In post-Bauhaus design schools (Ulm, Yale, Chicago), prominent designers and educators such as Tomás Maldonado, Josef Albers, and László Moholy-Nagy organized their classes around themes by proposing exercises with well-defined objectives and constraints (Anceschi, 2006; Lupton & Phillips, 2008). Students acquired their basic compositional skills by searching for solutions to the problems, and by sharing and discussing the results. The elements to work with could be raw materials, ready-made artifacts, scientific facts, or algorithmic procedures. With this practice of basic design, research on the design fundamentals was advanced while teaching in a very effective way if one considers the complexity of the themes. To illustrate, Albers’ (2006) color exercises demonstrate a synthesis of centuries of scientific research on color perception through a set of compelling examples. Further, extensions of the basic design method to multisensory communication were introduced at the New Bauhaus in Chicago and are now being practiced in several design schools (Riccò, 2006).

In contemporary interactive contexts, the raw materials that designers have to work with and the phenomena that they wish to influence are complex and multifaceted. However, several contemporary theorists and educators (Anceschi, 2006; Findeli, 2001) claim that basic design, although in a renovated form that we may call basic interaction design, is still a valuable method. In particular, a method of inquiry may proceed by analyzing actions, extracting interaction gestalts, and designing exercises around a specific interaction gestalt (Franinovic, 2008, 2009). Exercises are typically tackled by constructively sharing observations, similar to what experimental phenomenologists usually do to come up with explanations for phenomena that are complex and difficult to reduce to collections of separable and measurable mechanisms (Bozzi, 1978; Sinico, 2008).

Everyday Objects and Gestures

To exemplify the basic interaction design method, this investigation starts with an analysis of actions in the kitchen (Visell, Franinovic, & Hug, 2007) and considers the actions involved in preparing a cup of coffee with the moka pot, an espresso coffee maker. Of note is the interaction primitive of screwing the parts of the moka together, which is abstracted as a case of dynamic connection and used as the center of a design exercise. Another interaction primitive examined is that of cyclic motions typically performed in the kitchen, like cutting vegetables. The nature of cyclic motions and their difference from discrete ones is discussed, as is the continuous feedback that may accompany them.
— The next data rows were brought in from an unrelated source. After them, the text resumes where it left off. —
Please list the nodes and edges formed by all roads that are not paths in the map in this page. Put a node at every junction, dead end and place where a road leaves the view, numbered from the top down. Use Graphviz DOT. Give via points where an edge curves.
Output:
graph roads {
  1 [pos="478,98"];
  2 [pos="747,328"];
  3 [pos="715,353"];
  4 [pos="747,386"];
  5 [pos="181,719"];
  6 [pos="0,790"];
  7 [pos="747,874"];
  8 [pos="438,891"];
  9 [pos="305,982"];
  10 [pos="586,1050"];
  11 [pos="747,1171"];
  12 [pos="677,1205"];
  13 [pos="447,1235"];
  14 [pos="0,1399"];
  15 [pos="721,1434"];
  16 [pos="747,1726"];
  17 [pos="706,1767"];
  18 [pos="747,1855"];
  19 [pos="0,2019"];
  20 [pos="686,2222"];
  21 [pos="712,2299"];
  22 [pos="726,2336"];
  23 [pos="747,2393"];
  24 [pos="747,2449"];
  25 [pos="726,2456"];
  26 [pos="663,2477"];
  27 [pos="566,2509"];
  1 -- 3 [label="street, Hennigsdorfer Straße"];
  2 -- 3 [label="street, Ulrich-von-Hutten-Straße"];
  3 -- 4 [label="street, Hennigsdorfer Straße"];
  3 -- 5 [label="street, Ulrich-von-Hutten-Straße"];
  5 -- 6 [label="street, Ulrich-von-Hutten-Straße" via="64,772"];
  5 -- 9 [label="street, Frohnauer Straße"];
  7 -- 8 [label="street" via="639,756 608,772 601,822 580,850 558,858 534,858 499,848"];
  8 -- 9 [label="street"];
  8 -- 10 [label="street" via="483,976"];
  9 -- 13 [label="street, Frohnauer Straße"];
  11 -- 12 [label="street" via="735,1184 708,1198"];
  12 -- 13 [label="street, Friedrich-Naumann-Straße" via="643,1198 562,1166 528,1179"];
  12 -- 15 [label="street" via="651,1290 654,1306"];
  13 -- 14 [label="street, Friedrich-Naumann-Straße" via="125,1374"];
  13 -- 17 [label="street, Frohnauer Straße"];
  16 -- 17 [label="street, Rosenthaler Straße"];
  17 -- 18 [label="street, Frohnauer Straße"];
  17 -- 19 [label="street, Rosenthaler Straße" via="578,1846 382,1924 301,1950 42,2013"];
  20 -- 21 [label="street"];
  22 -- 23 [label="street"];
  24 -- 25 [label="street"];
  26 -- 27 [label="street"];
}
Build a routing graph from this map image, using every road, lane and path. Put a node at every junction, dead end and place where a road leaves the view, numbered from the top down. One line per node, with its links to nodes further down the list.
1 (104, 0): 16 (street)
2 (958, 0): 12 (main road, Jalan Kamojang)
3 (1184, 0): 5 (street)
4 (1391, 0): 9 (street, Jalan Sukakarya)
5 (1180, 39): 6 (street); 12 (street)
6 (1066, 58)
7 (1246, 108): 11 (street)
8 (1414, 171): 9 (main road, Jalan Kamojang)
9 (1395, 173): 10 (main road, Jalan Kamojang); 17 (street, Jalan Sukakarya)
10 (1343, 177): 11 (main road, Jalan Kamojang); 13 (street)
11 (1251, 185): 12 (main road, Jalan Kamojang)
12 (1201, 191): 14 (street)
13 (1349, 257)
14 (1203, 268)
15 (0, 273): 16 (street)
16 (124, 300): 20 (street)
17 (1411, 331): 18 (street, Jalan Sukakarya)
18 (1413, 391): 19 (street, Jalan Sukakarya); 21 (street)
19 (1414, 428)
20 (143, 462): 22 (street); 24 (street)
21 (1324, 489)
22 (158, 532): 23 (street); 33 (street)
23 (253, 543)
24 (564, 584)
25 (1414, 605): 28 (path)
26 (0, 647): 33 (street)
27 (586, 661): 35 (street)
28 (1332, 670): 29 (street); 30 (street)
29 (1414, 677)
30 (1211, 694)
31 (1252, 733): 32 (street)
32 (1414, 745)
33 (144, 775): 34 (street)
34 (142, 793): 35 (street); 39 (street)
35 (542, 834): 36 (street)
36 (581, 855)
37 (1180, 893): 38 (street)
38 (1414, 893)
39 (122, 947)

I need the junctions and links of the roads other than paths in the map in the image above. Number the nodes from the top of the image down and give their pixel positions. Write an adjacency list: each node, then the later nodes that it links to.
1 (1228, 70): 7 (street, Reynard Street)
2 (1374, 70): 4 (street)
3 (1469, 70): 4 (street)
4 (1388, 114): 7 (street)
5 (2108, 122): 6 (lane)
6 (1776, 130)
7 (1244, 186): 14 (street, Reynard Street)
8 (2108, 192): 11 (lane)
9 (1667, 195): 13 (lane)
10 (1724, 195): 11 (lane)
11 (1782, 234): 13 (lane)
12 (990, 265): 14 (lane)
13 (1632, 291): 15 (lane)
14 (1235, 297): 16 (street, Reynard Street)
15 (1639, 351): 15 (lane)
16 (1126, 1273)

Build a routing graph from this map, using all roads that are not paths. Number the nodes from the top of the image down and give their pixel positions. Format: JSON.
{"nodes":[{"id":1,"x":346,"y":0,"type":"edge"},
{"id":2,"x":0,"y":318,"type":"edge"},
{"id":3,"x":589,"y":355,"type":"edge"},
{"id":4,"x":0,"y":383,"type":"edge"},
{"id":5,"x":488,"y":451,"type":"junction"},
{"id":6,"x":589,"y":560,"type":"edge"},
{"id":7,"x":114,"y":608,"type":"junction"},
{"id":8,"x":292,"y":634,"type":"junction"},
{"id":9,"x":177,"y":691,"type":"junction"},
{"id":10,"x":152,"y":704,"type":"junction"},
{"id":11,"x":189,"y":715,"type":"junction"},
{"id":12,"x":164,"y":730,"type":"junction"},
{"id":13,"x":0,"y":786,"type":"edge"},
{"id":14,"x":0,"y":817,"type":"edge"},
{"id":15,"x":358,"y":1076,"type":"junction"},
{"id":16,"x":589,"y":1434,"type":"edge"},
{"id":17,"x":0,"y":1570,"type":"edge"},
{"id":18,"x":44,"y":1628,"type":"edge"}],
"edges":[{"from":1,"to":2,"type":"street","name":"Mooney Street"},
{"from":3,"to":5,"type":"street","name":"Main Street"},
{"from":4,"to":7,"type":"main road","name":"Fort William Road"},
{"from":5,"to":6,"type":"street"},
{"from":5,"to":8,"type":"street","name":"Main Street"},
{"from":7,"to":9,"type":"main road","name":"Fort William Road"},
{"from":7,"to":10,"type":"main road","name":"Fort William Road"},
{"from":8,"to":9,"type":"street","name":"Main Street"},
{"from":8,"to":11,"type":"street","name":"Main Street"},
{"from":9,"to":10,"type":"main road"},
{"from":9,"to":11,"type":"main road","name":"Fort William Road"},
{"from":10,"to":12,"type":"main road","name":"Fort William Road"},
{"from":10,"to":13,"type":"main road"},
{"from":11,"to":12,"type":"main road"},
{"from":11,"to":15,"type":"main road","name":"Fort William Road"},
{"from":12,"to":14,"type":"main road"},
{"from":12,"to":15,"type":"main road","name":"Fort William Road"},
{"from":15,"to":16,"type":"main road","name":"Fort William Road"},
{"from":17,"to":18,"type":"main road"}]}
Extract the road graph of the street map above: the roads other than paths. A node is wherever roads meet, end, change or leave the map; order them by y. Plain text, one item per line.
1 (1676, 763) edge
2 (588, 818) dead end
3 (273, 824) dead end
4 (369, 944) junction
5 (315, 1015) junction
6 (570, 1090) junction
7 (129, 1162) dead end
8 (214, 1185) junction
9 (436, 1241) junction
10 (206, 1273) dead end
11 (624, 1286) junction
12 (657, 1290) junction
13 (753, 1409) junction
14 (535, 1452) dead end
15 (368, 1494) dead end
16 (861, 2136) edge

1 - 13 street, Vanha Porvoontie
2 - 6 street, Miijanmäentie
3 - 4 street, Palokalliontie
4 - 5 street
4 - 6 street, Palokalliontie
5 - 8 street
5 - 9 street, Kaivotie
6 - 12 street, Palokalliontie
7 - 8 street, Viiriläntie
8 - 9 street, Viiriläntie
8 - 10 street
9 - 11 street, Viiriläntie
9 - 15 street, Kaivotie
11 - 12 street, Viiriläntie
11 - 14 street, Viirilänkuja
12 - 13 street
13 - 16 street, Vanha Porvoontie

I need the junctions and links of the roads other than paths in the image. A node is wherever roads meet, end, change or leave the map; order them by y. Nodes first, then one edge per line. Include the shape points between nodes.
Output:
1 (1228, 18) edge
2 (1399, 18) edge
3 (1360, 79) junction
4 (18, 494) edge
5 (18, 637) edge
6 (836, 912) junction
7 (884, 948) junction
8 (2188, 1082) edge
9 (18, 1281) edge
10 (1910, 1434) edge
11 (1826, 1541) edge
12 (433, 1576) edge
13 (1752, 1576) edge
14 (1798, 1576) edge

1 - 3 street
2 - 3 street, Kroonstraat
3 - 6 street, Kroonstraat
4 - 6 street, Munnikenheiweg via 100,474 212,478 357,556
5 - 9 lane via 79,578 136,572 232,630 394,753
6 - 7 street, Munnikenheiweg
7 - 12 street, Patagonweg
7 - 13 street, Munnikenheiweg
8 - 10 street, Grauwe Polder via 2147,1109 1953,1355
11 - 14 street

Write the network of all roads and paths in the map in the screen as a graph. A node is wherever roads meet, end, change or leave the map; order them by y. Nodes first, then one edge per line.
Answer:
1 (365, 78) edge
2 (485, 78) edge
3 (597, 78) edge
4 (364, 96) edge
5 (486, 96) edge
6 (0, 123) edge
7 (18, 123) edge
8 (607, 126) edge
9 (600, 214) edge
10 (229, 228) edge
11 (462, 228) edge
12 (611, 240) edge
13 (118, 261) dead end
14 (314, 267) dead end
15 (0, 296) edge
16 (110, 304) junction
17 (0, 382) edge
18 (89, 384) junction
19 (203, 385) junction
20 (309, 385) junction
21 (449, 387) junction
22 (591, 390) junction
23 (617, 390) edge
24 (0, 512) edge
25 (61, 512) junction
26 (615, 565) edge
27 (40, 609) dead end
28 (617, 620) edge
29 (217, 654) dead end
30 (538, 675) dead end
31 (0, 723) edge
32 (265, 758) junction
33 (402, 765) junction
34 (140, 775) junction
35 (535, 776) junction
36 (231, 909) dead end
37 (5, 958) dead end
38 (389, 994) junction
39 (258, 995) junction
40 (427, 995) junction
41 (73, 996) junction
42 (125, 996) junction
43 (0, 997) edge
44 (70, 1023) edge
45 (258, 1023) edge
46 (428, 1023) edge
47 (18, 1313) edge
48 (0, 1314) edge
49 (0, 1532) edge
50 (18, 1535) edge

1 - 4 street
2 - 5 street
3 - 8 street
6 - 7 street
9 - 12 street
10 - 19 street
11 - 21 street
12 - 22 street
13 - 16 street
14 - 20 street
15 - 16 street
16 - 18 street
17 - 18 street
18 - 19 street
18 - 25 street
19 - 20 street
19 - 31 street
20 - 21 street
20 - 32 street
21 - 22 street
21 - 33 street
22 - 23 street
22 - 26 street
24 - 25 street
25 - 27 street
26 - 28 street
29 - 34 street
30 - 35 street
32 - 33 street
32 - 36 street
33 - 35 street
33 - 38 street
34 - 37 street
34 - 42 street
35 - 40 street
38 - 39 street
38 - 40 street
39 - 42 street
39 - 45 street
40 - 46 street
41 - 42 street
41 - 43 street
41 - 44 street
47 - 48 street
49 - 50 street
Finally, two exploratory exercises aimed at developing an augmented sense of resistance when performing certain continuous actions, such as pouring and stirring, are presented. These four proposed exercises are indicative of a methodology being followed in work on continuous multisensory interaction.

In the exercises described in this article, objects (e.g., a moka pot) and materials (e.g., carrots) are used that have not been explicitly designed for our research or pedagogical purposes. Even though basic interactions are abstracted at the analysis stage, their diverse realizations make purposeful use of found objects. This tradition of objet trouvé is deeply rooted in twentieth-century art and is applicable here as well. Besides being often more widely accessible and cheaper than custom-made prototype objects and materials (Franinovic, 2009), using these readymade objects highlights the oscillatory balance between function and expression that should characterize design practices, especially in interactive contexts (Hallnäs & Redström, 2002a). This oscillatory attitude allows an understanding of the expressive features of objects in use, while at the same time elicits new uses, or misuses, of objects. Again, in this respect music may provide many examples, ranging from the bow (from hunting tool to string exciter) to the turntable (from reproduction of music to generation, via scratching, of music) (Delle Monache, Polotti, Papetti, & Rocchesso, 2008).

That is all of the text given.